• **TASK STATEMENT**: Output every line below exactly, please, omitting pictures.

━━━━━━

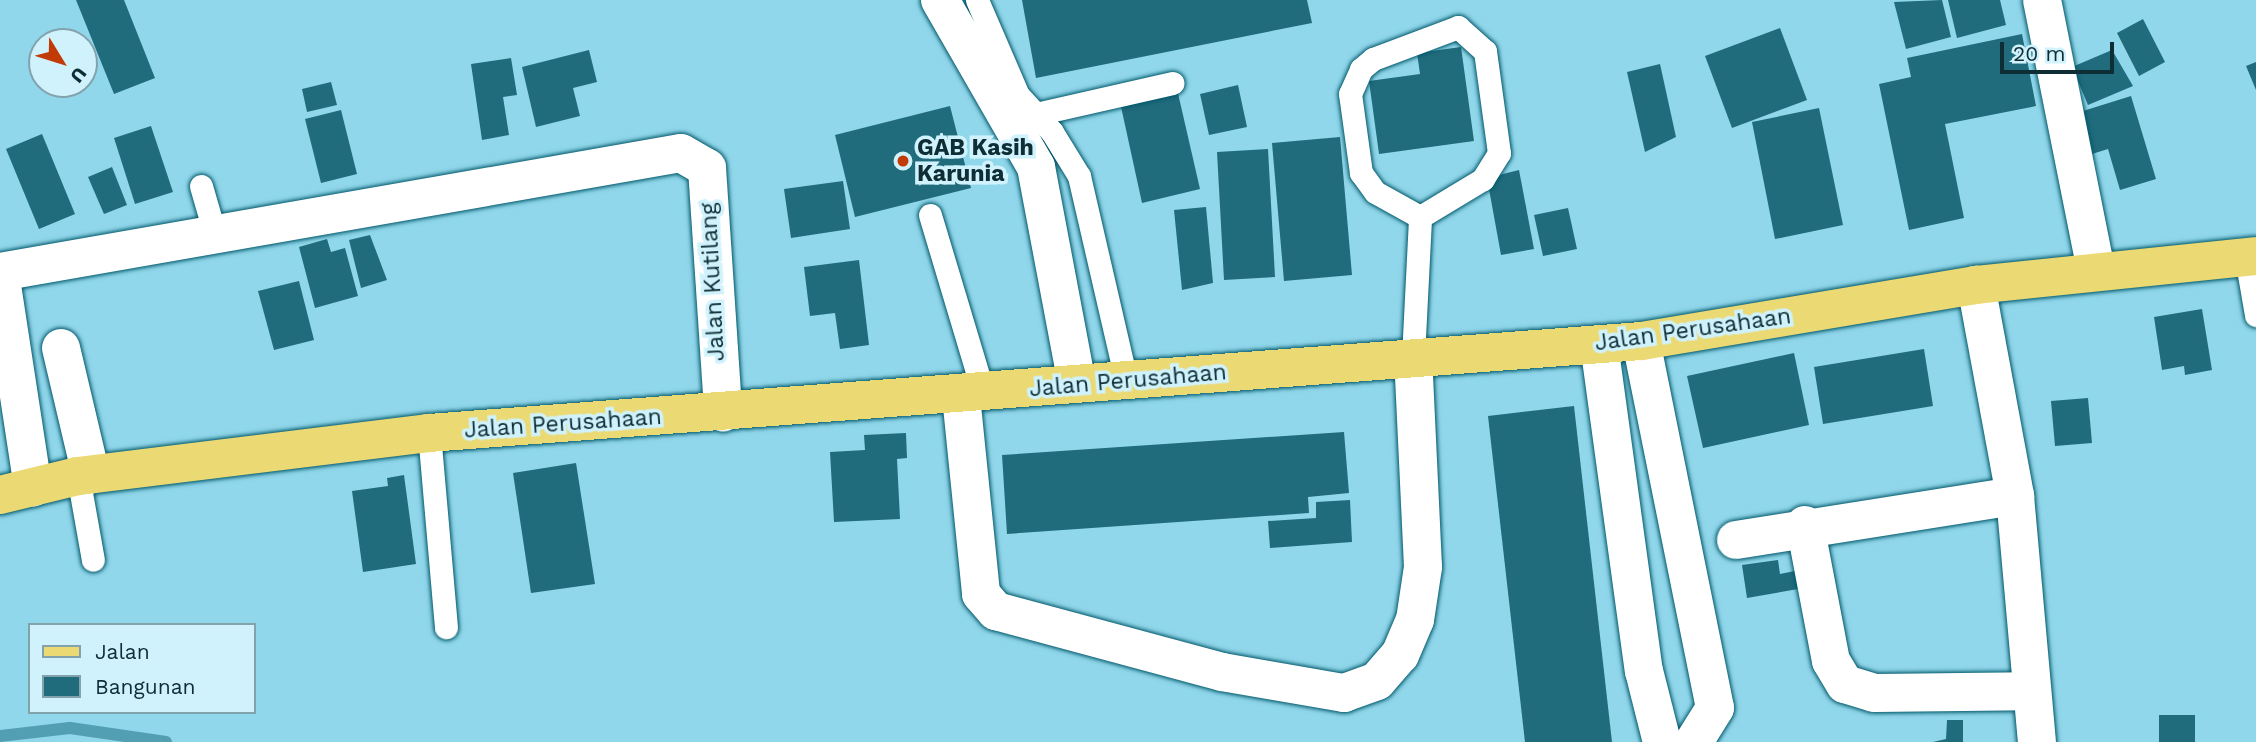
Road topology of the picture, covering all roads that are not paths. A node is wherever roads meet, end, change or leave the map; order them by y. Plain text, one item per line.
1 (940, 0) edge
2 (977, 0) edge
3 (2042, 0) edge
4 (1173, 83) dead end
5 (1036, 114) junction
6 (201, 186) dead end
7 (930, 215) dead end
8 (1420, 217) junction
9 (214, 231) junction
10 (2251, 257) edge
11 (2096, 270) junction
12 (0, 272) edge
13 (1976, 285) junction
14 (2256, 315) edge
15 (1641, 341) junction
16 (1599, 344) junction
17 (61, 348) dead end
18 (1413, 357) junction
19 (1126, 380) junction
20 (1077, 383) junction
21 (972, 395) junction
22 (723, 412) junction
23 (429, 433) junction
24 (85, 476) junction
25 (17, 491) edge
26 (2015, 496) junction
27 (1676, 511) junction
28 (1625, 519) junction
29 (1805, 525) junction
30 (1735, 540) dead end
31 (93, 560) dead end
32 (446, 627) dead end
33 (2028, 691) junction
34 (1662, 742) edge
35 (1694, 742) edge
36 (2037, 742) edge

1 - 20 street
2 - 5 lane
3 - 11 street
4 - 5 lane
5 - 19 lane
6 - 9 lane
7 - 21 lane
8 - 8 lane
8 - 18 lane
9 - 12 street
9 - 22 street, Jalan Kutilang
10 - 11 main road, Jalan Perusahaan
10 - 14 lane
11 - 13 main road, Jalan Perusahaan
12 - 25 street
13 - 15 main road, Jalan Perusahaan
13 - 26 street
15 - 16 main road, Jalan Perusahaan
15 - 27 street
16 - 18 main road, Jalan Perusahaan
16 - 28 street
17 - 24 street
18 - 19 main road, Jalan Perusahaan
18 - 21 street
19 - 20 main road, Jalan Perusahaan
20 - 21 main road, Jalan Perusahaan
21 - 22 main road, Jalan Perusahaan
22 - 23 main road, Jalan Perusahaan
23 - 24 main road, Jalan Perusahaan
23 - 32 lane
24 - 25 main road, Jalan Perusahaan
24 - 31 lane
26 - 29 street
26 - 33 street
27 - 28 street
27 - 35 street
28 - 34 street
29 - 30 street
29 - 33 street
33 - 36 street

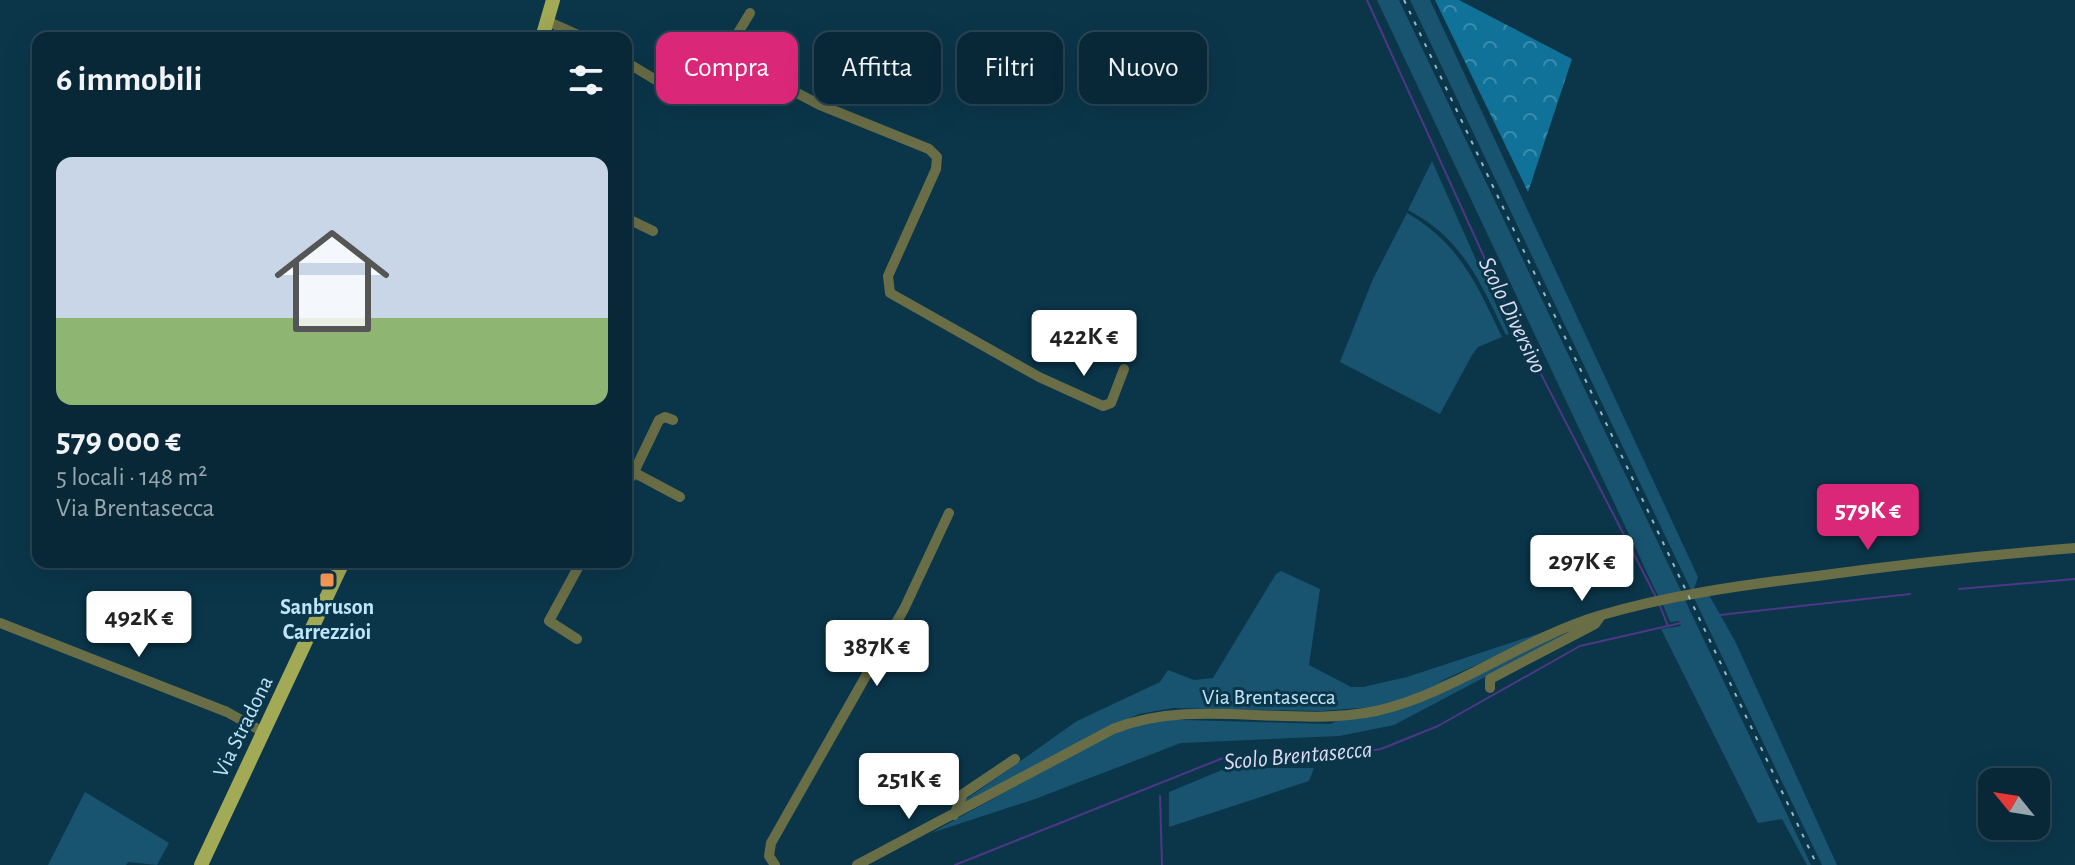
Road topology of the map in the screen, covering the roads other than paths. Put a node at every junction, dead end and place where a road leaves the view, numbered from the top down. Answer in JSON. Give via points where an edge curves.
{"nodes":[{"id":1,"x":553,"y":0,"type":"edge"},
{"id":2,"x":750,"y":13,"type":"dead end"},
{"id":3,"x":547,"y":21,"type":"junction"},
{"id":4,"x":544,"y":32,"type":"edge"},
{"id":5,"x":572,"y":32,"type":"edge"},
{"id":6,"x":739,"y":32,"type":"edge"},
{"id":7,"x":632,"y":66,"type":"edge"},
{"id":8,"x":656,"y":80,"type":"edge"},
{"id":9,"x":798,"y":94,"type":"edge"},
{"id":10,"x":632,"y":221,"type":"edge"},
{"id":11,"x":653,"y":231,"type":"dead end"},
{"id":12,"x":1124,"y":369,"type":"dead end"},
{"id":13,"x":673,"y":420,"type":"dead end"},
{"id":14,"x":632,"y":472,"type":"edge"},
{"id":15,"x":632,"y":479,"type":"edge"},
{"id":16,"x":680,"y":497,"type":"dead end"},
{"id":17,"x":949,"y":513,"type":"dead end"},
{"id":18,"x":2075,"y":548,"type":"edge"},
{"id":19,"x":340,"y":568,"type":"edge"},
{"id":20,"x":578,"y":568,"type":"edge"},
{"id":21,"x":1601,"y":615,"type":"junction"},
{"id":22,"x":0,"y":623,"type":"edge"},
{"id":23,"x":577,"y":639,"type":"dead end"},
{"id":24,"x":1490,"y":688,"type":"dead end"},
{"id":25,"x":263,"y":732,"type":"junction"},
{"id":26,"x":1015,"y":759,"type":"dead end"},
{"id":27,"x":954,"y":815,"type":"junction"},
{"id":28,"x":201,"y":865,"type":"edge"},
{"id":29,"x":775,"y":865,"type":"edge"},
{"id":30,"x":857,"y":865,"type":"edge"}],
"edges":[{"from":1,"to":3,"type":"main road"},
{"from":2,"to":6,"type":"street"},
{"from":3,"to":4,"type":"main road"},
{"from":3,"to":5,"type":"street"},
{"from":7,"to":8,"type":"street"},
{"from":9,"to":12,"type":"street","via":[[935,153],[936,169],[888,276],[887,287],[895,297],[1039,377],[1107,407]]},
{"from":10,"to":11,"type":"street"},
{"from":13,"to":14,"type":"street","via":[[659,420]]},
{"from":15,"to":16,"type":"street"},
{"from":17,"to":29,"type":"street","via":[[895,627],[771,843],[769,856]]},
{"from":18,"to":21,"type":"street","name":"Via Brentasecca","via":[[1956,557],[1735,587]]},
{"from":19,"to":25,"type":"main road","name":"Via Stradona"},
{"from":20,"to":23,"type":"street","via":[[549,621]]},
{"from":21,"to":24,"type":"street","via":[[1595,624],[1490,679]]},
{"from":21,"to":27,"type":"street","name":"Via Brentasecca","via":[[1391,707],[1316,719],[1151,715],[1113,729]]},
{"from":22,"to":25,"type":"street","via":[[227,712]]},
{"from":25,"to":28,"type":"main road","name":"Via Stradona"},
{"from":26,"to":27,"type":"street","via":[[963,794]]},
{"from":27,"to":30,"type":"street","name":"Via Brentasecca"}]}
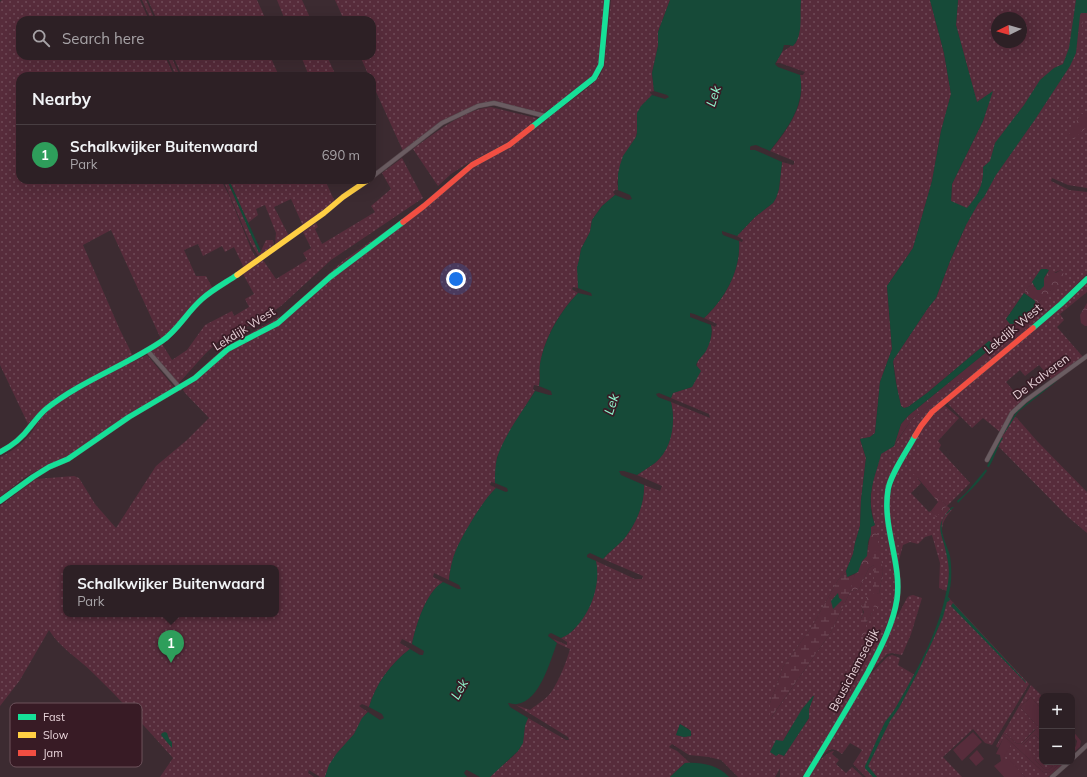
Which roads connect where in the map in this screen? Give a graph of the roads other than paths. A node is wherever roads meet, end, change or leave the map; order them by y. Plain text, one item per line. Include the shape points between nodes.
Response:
1 (607, 0) edge
2 (545, 116) junction
3 (376, 174) edge
4 (362, 184) edge
5 (1087, 279) edge
6 (147, 350) junction
7 (1087, 356) edge
8 (180, 388) junction
9 (952, 395) joint
10 (0, 452) edge
11 (987, 460) dead end
12 (0, 501) edge
13 (1087, 745) edge
14 (1075, 756) edge
15 (1066, 765) edge
16 (806, 776) edge
17 (1052, 777) edge

1 - 2 street, Lekdijk West via 603,54 599,71 586,85
2 - 3 street via 494,103 478,106 442,123
2 - 8 street, Lekdijk West via 508,144 472,165 424,206 330,277 278,323 228,349
4 - 6 street via 201,300 163,340
5 - 9 street, Lekdijk West via 1061,304
6 - 8 street
6 - 10 street via 93,378 46,409 14,444
7 - 11 street, De Kalveren via 1012,413
8 - 12 street, Lekdijk West via 129,417 68,459 33,477
9 - 16 street, Beusichemsedijk via 932,412 921,426 891,480 887,507 898,583 893,616 882,646
13 - 14 street
15 - 17 street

━━━━━━

• **WRITTEN ANSWER**:
Road topology of the picture, covering all roads that are not paths. A node is wherever roads meet, end, change or leave the map; order them by y. Plain text, one item per line.
1 (940, 0) edge
2 (977, 0) edge
3 (2042, 0) edge
4 (1173, 83) dead end
5 (1036, 114) junction
6 (201, 186) dead end
7 (930, 215) dead end
8 (1420, 217) junction
9 (214, 231) junction
10 (2251, 257) edge
11 (2096, 270) junction
12 (0, 272) edge
13 (1976, 285) junction
14 (2256, 315) edge
15 (1641, 341) junction
16 (1599, 344) junction
17 (61, 348) dead end
18 (1413, 357) junction
19 (1126, 380) junction
20 (1077, 383) junction
21 (972, 395) junction
22 (723, 412) junction
23 (429, 433) junction
24 (85, 476) junction
25 (17, 491) edge
26 (2015, 496) junction
27 (1676, 511) junction
28 (1625, 519) junction
29 (1805, 525) junction
30 (1735, 540) dead end
31 (93, 560) dead end
32 (446, 627) dead end
33 (2028, 691) junction
34 (1662, 742) edge
35 (1694, 742) edge
36 (2037, 742) edge

1 - 20 street
2 - 5 lane
3 - 11 street
4 - 5 lane
5 - 19 lane
6 - 9 lane
7 - 21 lane
8 - 8 lane
8 - 18 lane
9 - 12 street
9 - 22 street, Jalan Kutilang
10 - 11 main road, Jalan Perusahaan
10 - 14 lane
11 - 13 main road, Jalan Perusahaan
12 - 25 street
13 - 15 main road, Jalan Perusahaan
13 - 26 street
15 - 16 main road, Jalan Perusahaan
15 - 27 street
16 - 18 main road, Jalan Perusahaan
16 - 28 street
17 - 24 street
18 - 19 main road, Jalan Perusahaan
18 - 21 street
19 - 20 main road, Jalan Perusahaan
20 - 21 main road, Jalan Perusahaan
21 - 22 main road, Jalan Perusahaan
22 - 23 main road, Jalan Perusahaan
23 - 24 main road, Jalan Perusahaan
23 - 32 lane
24 - 25 main road, Jalan Perusahaan
24 - 31 lane
26 - 29 street
26 - 33 street
27 - 28 street
27 - 35 street
28 - 34 street
29 - 30 street
29 - 33 street
33 - 36 street

Road topology of the map in the screen, covering the roads other than paths. Put a node at every junction, dead end and place where a road leaves the view, numbered from the top down. Answer in JSON. Give via points where an edge curves.
{"nodes":[{"id":1,"x":553,"y":0,"type":"edge"},
{"id":2,"x":750,"y":13,"type":"dead end"},
{"id":3,"x":547,"y":21,"type":"junction"},
{"id":4,"x":544,"y":32,"type":"edge"},
{"id":5,"x":572,"y":32,"type":"edge"},
{"id":6,"x":739,"y":32,"type":"edge"},
{"id":7,"x":632,"y":66,"type":"edge"},
{"id":8,"x":656,"y":80,"type":"edge"},
{"id":9,"x":798,"y":94,"type":"edge"},
{"id":10,"x":632,"y":221,"type":"edge"},
{"id":11,"x":653,"y":231,"type":"dead end"},
{"id":12,"x":1124,"y":369,"type":"dead end"},
{"id":13,"x":673,"y":420,"type":"dead end"},
{"id":14,"x":632,"y":472,"type":"edge"},
{"id":15,"x":632,"y":479,"type":"edge"},
{"id":16,"x":680,"y":497,"type":"dead end"},
{"id":17,"x":949,"y":513,"type":"dead end"},
{"id":18,"x":2075,"y":548,"type":"edge"},
{"id":19,"x":340,"y":568,"type":"edge"},
{"id":20,"x":578,"y":568,"type":"edge"},
{"id":21,"x":1601,"y":615,"type":"junction"},
{"id":22,"x":0,"y":623,"type":"edge"},
{"id":23,"x":577,"y":639,"type":"dead end"},
{"id":24,"x":1490,"y":688,"type":"dead end"},
{"id":25,"x":263,"y":732,"type":"junction"},
{"id":26,"x":1015,"y":759,"type":"dead end"},
{"id":27,"x":954,"y":815,"type":"junction"},
{"id":28,"x":201,"y":865,"type":"edge"},
{"id":29,"x":775,"y":865,"type":"edge"},
{"id":30,"x":857,"y":865,"type":"edge"}],
"edges":[{"from":1,"to":3,"type":"main road"},
{"from":2,"to":6,"type":"street"},
{"from":3,"to":4,"type":"main road"},
{"from":3,"to":5,"type":"street"},
{"from":7,"to":8,"type":"street"},
{"from":9,"to":12,"type":"street","via":[[935,153],[936,169],[888,276],[887,287],[895,297],[1039,377],[1107,407]]},
{"from":10,"to":11,"type":"street"},
{"from":13,"to":14,"type":"street","via":[[659,420]]},
{"from":15,"to":16,"type":"street"},
{"from":17,"to":29,"type":"street","via":[[895,627],[771,843],[769,856]]},
{"from":18,"to":21,"type":"street","name":"Via Brentasecca","via":[[1956,557],[1735,587]]},
{"from":19,"to":25,"type":"main road","name":"Via Stradona"},
{"from":20,"to":23,"type":"street","via":[[549,621]]},
{"from":21,"to":24,"type":"street","via":[[1595,624],[1490,679]]},
{"from":21,"to":27,"type":"street","name":"Via Brentasecca","via":[[1391,707],[1316,719],[1151,715],[1113,729]]},
{"from":22,"to":25,"type":"street","via":[[227,712]]},
{"from":25,"to":28,"type":"main road","name":"Via Stradona"},
{"from":26,"to":27,"type":"street","via":[[963,794]]},
{"from":27,"to":30,"type":"street","name":"Via Brentasecca"}]}
Which roads connect where in the map in this screen? Give a graph of the roads other than paths. A node is wherever roads meet, end, change or leave the map; order them by y. Plain text, one item per line. Include the shape points between nodes.
Response:
1 (607, 0) edge
2 (545, 116) junction
3 (376, 174) edge
4 (362, 184) edge
5 (1087, 279) edge
6 (147, 350) junction
7 (1087, 356) edge
8 (180, 388) junction
9 (952, 395) joint
10 (0, 452) edge
11 (987, 460) dead end
12 (0, 501) edge
13 (1087, 745) edge
14 (1075, 756) edge
15 (1066, 765) edge
16 (806, 776) edge
17 (1052, 777) edge

1 - 2 street, Lekdijk West via 603,54 599,71 586,85
2 - 3 street via 494,103 478,106 442,123
2 - 8 street, Lekdijk West via 508,144 472,165 424,206 330,277 278,323 228,349
4 - 6 street via 201,300 163,340
5 - 9 street, Lekdijk West via 1061,304
6 - 8 street
6 - 10 street via 93,378 46,409 14,444
7 - 11 street, De Kalveren via 1012,413
8 - 12 street, Lekdijk West via 129,417 68,459 33,477
9 - 16 street, Beusichemsedijk via 932,412 921,426 891,480 887,507 898,583 893,616 882,646
13 - 14 street
15 - 17 street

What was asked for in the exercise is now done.